A saturated solution contains the maximum concentration of solute that can dissolve at a particular temperature. Any more solute added will not dissolve and result in the formation of additional solid.

Solubility product constant (K sp)

The solubility product constant, K sp, is an equilibrium constant that applies to the solubility of sparingly soluble salts. It shows the extent to which the compound dissociates in water.

Expression for K sp

To split a common salt AB into its ions:

AB(s) ⇋ A + (aq) + B - (aq)

K sp expression is given as:

K sp = [A + ][B - ]

Visual examples of solubility equilibrium

Consider the solubility equilibrium of silver chloride (AgCl):

AgCl(s) ⇋ Ag + (aq) + Cl - (aq)
AgCl2 undissolved Ag+ Cl-

Here, K sp = [Ag + ][Cl - ]

General calculations related to K sp

Let us see how the solubility product constant is calculated for different situations.
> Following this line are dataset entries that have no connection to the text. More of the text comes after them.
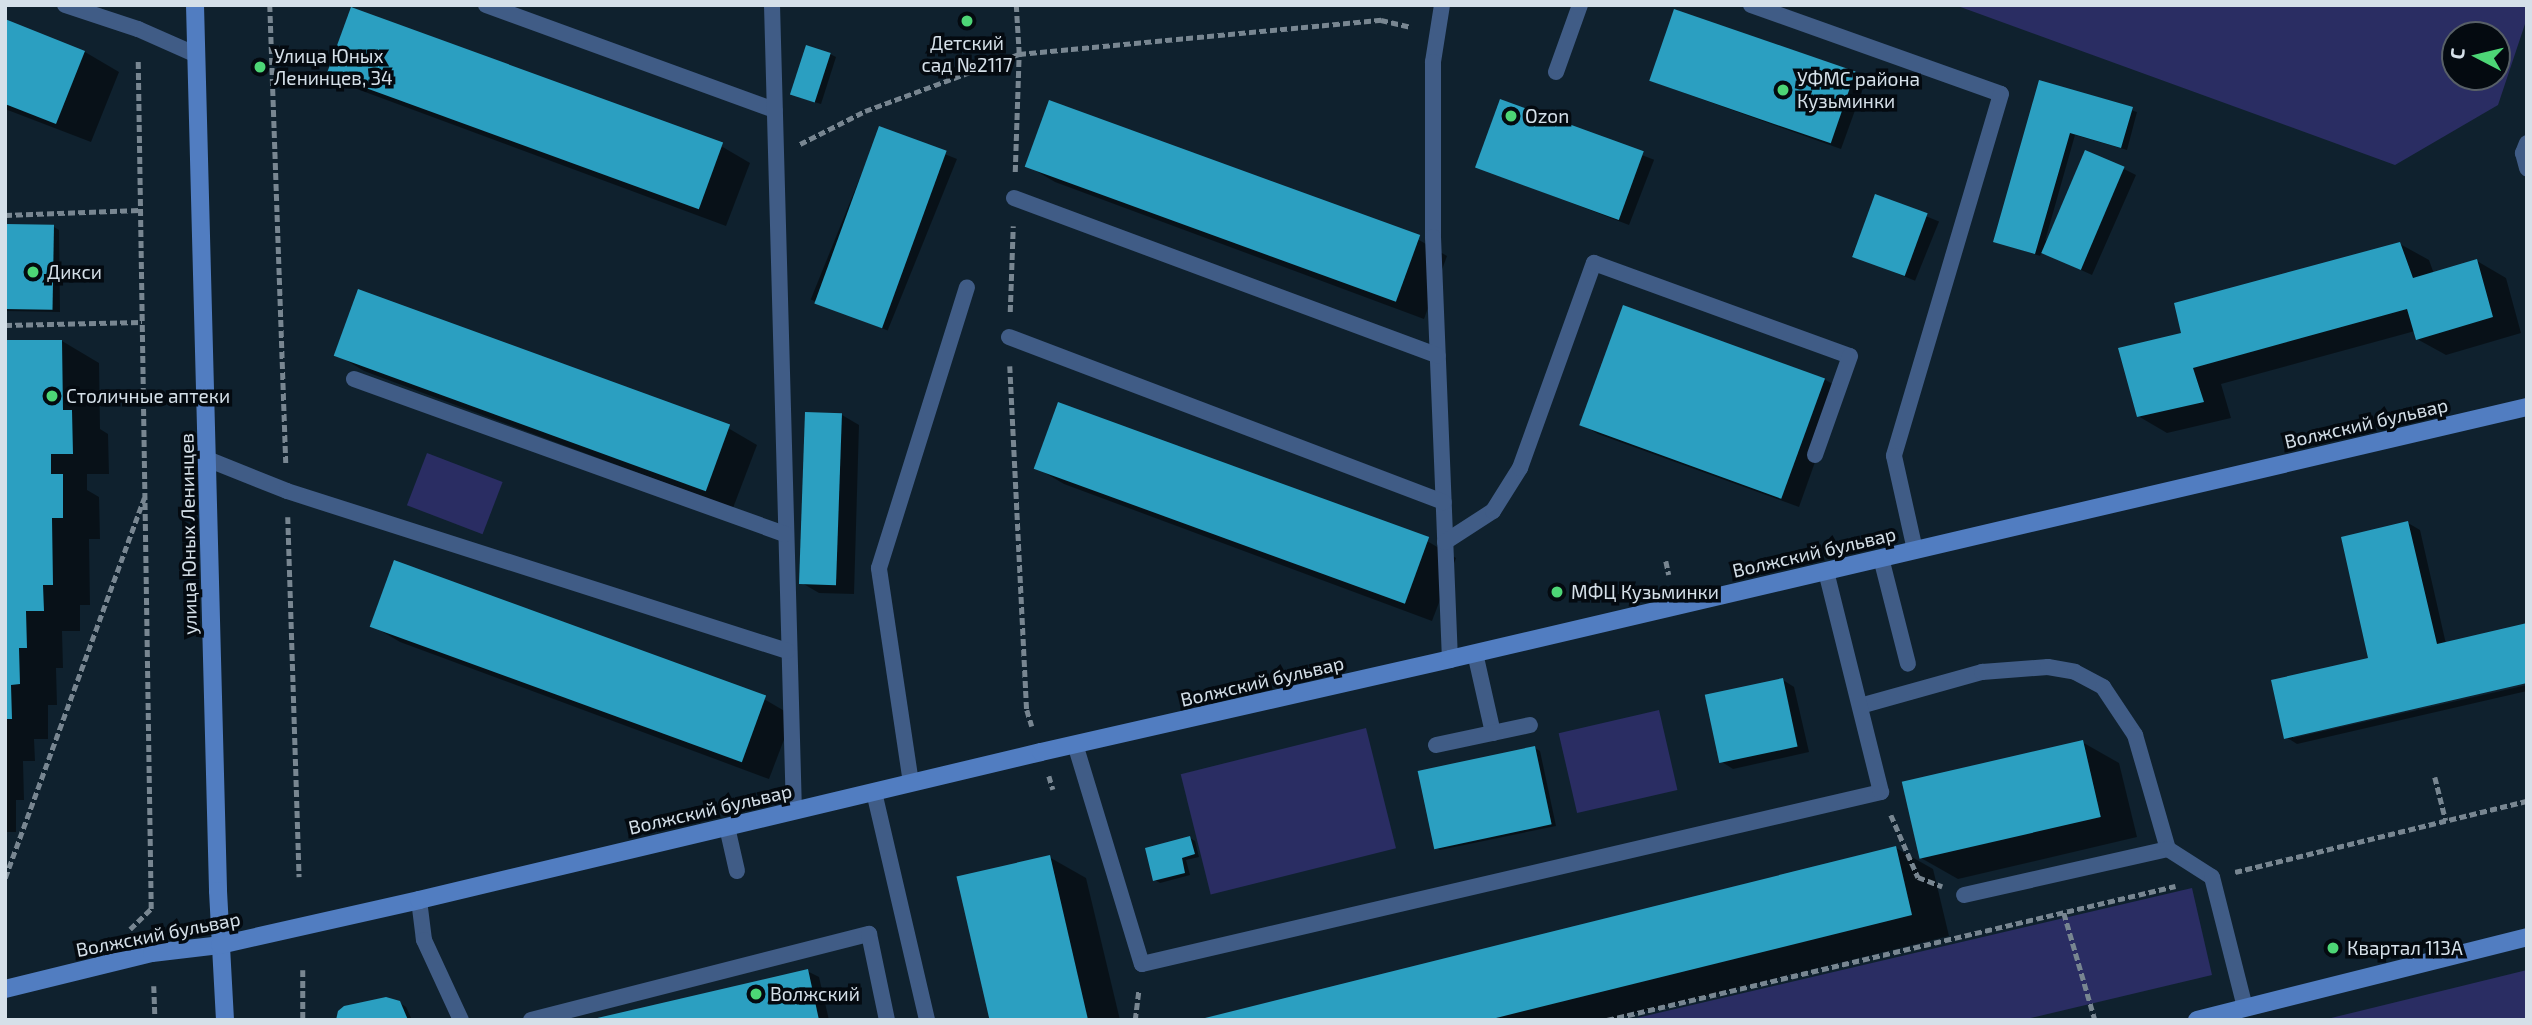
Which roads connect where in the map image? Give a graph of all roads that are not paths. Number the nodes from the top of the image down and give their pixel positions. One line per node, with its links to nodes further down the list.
1 (65, 5): 9 (lane)
2 (195, 5): 9 (street, улица Юных Ленинцев)
3 (486, 5): 11 (lane)
4 (1442, 5): 17 (lane)
5 (1561, 5): 8 (lane)
6 (1751, 5): 25 (lane)
7 (769, 6): 11 (lane)
8 (1579, 8): 10 (lane)
9 (197, 55): 21 (street, улица Юных Ленинцев)
10 (1556, 72)
11 (775, 110): 23 (lane)
12 (2527, 143): 13 (lane)
13 (2527, 168)
14 (1014, 198): 17 (lane)
15 (967, 288): 37 (lane)
16 (1009, 337): 22 (lane)
17 (1438, 356): 22 (lane)
18 (354, 379): 23 (lane)
19 (2527, 407): 25 (street, Волжский бульвар)
20 (1815, 455): 24 (lane)
21 (207, 459): 28 (lane); 46 (street, улица Юных Ленинцев)
22 (1444, 502): 24 (lane)
23 (785, 534): 28 (lane)
24 (1445, 542): 30 (lane)
25 (1914, 550): 26 (street, Волжский бульвар)
26 (1881, 558): 27 (street, Волжский бульвар); 31 (lane)
27 (1826, 571): 29 (street, Волжский бульвар); 32 (lane)
28 (787, 651): 39 (lane)
29 (1475, 653): 30 (street, Волжский бульвар); 34 (lane)
30 (1450, 659): 35 (street, Волжский бульвар)
31 (1908, 664)
32 (1860, 706): 35 (lane); 41 (lane)
33 (1530, 725): 34 (lane)
34 (1493, 733): 36 (lane)
35 (1075, 744): 37 (street, Волжский бульвар)
36 (1436, 745)
37 (911, 783): 38 (street, Волжский бульвар)
38 (874, 792): 39 (street, Волжский бульвар); 53 (lane)
39 (794, 811): 40 (street, Волжский бульвар)
40 (727, 827): 42 (lane); 44 (street, Волжский бульвар)
41 (2168, 849): 43 (lane); 48 (lane)
42 (737, 871)
43 (1964, 895)
44 (419, 900): 46 (street, Волжский бульвар); 50 (lane)
45 (2527, 937): 48 (street)
46 (220, 945): 47 (street, Волжский бульвар); 49 (street, улица Юных Ленинцев)
47 (5, 989)
48 (2245, 1007): 54 (street)
49 (225, 1020)
50 (461, 1020)
51 (531, 1020): 52 (lane)
52 (887, 1020)
53 (928, 1020)
54 (2197, 1020)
Determining solubility from K sp

For a salt AB where K sp = s^2 :

s = √(K sp )

For example, if K sp is given for AgCl, then consider AgCl ⇋ Ag + (aq) + Cl - (aq) :

K sp = s^2

Calculating ion concentration

If the solubility s is given then:

[A + ] = [B - ] = s

Illustrative examples

Consider calcium sulfate (CaSO₄):

CaSO₄(s) ⇋ Ca 2+ (aq) + SO₄ 2- (aq)

Given K sp = 2.4 × 10 -5, solve for s:

s = √(2.4 × 10 -5 ) = 4.9 × 10 -3 mol/L

Factors affecting solubility

To apply these concepts in practical scenarios it is necessary to understand what factors affect solubility.

Common-ion effect

When a common ion is already present in a solution, the solubility of the salt decreases.

For example, in a solution containing NaCl, the solubility of AgCl is reduced due to the Cl - ion common to both salts.

pH of the solution

Solubility can be increased or decreased depending on the pH of the solution. In some cases, the addition of an acid or base affects the equilibrium.
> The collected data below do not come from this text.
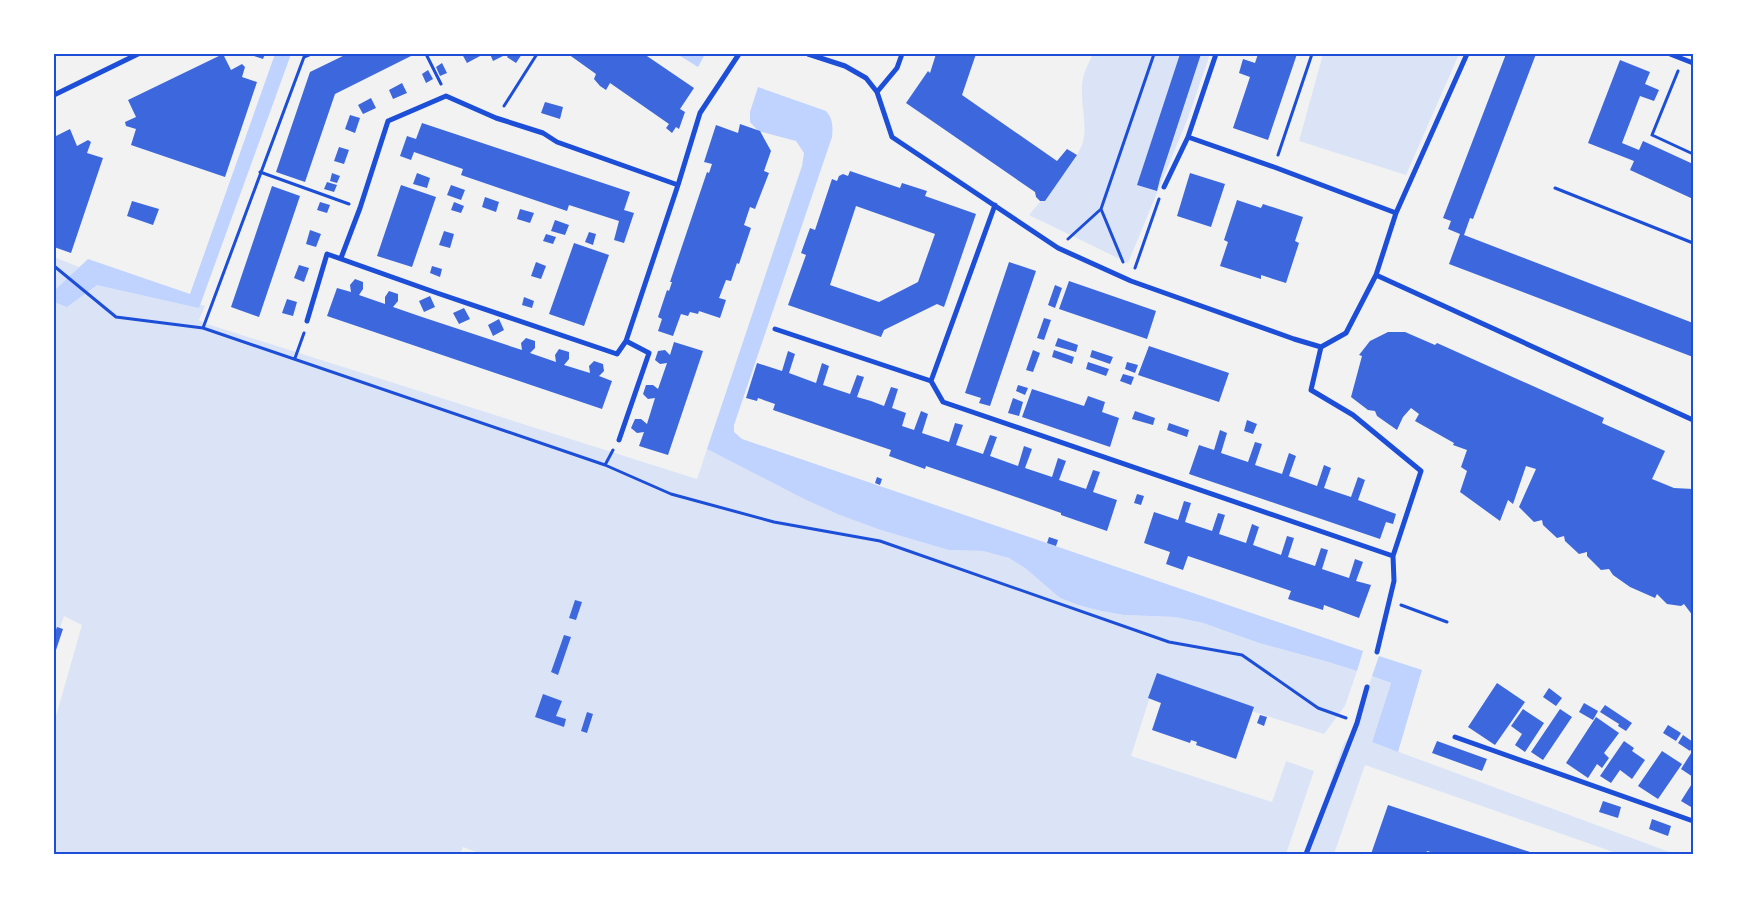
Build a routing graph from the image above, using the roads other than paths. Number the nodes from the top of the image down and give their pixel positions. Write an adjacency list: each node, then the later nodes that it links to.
1 (138, 54): 10 (street)
2 (740, 54): 12 (street)
3 (808, 54): 9 (street)
4 (902, 54): 9 (street)
5 (1216, 54): 11 (street)
6 (1467, 54): 15 (street)
7 (1670, 54): 8 (street)
8 (1693, 63)
9 (877, 92): 14 (street)
10 (54, 95)
11 (1188, 137): 13 (street); 15 (street)
12 (678, 185): 16 (street); 20 (street)
13 (1164, 187)
14 (996, 205): 21 (street); 22 (street)
15 (1396, 212): 17 (street)
16 (341, 258): 18 (street); 20 (street)
17 (1376, 275): 21 (street); 23 (street)
18 (307, 321)
19 (775, 330): 22 (street)
20 (626, 341): 24 (street)
21 (1321, 347): 25 (street)
22 (931, 381): 25 (street)
23 (1693, 420)
24 (619, 440)
25 (1393, 556): 26 (street)
26 (1377, 652)
27 (1368, 687): 30 (street)
28 (1455, 737): 29 (street)
29 (1693, 822)
30 (1306, 854)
Illustrative example using pH

For lead carbonate (PbCO₃), the addition of acid shifts the equilibrium:

PbCO₃(s) ⇋ Pb 2+ (aq) + CO₃ 2- (aq)

The H + from the acid reacts with CO₃ 2-, increasing the solubility.
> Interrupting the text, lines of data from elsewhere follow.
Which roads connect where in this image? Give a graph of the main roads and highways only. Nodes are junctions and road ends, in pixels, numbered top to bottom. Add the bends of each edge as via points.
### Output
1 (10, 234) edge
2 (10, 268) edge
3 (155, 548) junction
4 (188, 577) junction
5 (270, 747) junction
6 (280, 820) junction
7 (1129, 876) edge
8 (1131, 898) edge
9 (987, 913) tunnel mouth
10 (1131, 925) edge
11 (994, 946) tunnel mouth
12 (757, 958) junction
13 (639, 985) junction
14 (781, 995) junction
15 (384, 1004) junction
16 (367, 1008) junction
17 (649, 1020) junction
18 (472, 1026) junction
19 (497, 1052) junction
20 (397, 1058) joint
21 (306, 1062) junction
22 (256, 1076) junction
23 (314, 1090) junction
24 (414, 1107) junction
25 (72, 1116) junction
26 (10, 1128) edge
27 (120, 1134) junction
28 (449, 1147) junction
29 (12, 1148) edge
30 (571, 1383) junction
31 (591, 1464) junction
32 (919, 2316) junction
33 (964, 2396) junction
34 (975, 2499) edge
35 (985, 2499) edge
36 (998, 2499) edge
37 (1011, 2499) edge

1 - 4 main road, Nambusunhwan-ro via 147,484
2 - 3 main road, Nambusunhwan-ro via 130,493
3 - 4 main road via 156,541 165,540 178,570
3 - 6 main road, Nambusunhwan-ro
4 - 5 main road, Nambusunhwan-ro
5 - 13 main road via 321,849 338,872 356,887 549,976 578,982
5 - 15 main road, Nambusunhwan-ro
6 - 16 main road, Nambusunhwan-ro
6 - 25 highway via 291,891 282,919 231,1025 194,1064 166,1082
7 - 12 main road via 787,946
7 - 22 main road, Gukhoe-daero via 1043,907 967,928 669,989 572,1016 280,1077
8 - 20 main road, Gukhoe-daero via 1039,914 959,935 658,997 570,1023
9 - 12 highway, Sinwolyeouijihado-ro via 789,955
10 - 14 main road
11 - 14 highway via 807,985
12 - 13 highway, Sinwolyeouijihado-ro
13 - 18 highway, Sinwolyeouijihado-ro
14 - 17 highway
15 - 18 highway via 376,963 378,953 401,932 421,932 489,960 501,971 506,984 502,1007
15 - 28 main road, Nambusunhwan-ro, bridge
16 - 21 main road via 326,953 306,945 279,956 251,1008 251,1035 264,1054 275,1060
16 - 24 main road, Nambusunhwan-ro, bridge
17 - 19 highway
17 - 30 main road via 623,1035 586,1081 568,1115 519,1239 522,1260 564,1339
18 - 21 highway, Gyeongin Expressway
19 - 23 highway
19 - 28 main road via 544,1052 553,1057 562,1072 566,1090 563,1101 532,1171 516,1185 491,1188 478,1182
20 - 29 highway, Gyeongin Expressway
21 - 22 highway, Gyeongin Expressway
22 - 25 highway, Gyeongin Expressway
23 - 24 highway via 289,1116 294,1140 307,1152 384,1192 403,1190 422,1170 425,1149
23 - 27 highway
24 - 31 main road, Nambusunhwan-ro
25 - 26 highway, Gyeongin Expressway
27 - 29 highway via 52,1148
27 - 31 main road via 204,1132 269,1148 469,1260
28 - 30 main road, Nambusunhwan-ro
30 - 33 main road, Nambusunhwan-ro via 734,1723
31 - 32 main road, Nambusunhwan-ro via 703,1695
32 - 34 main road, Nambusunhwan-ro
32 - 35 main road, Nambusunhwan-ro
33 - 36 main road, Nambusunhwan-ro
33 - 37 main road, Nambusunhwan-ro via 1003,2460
Le Chatelier's principle and solubility

Le Chatelier's principle states that if an external condition changes, causing a shift in equilibrium, the system will adjust to counteract this change.

Applications to solubility

When the concentration of an ion increases, the equilibrium shifts, causing more of the solid to form, which decreases solubility, and vice versa.

Real-world applications

The solubility equilibrium of sparingly soluble salts has many practical applications.

Water treatment

Understanding solubility helps in removing unwanted ions from water by precipitating them as insoluble salts.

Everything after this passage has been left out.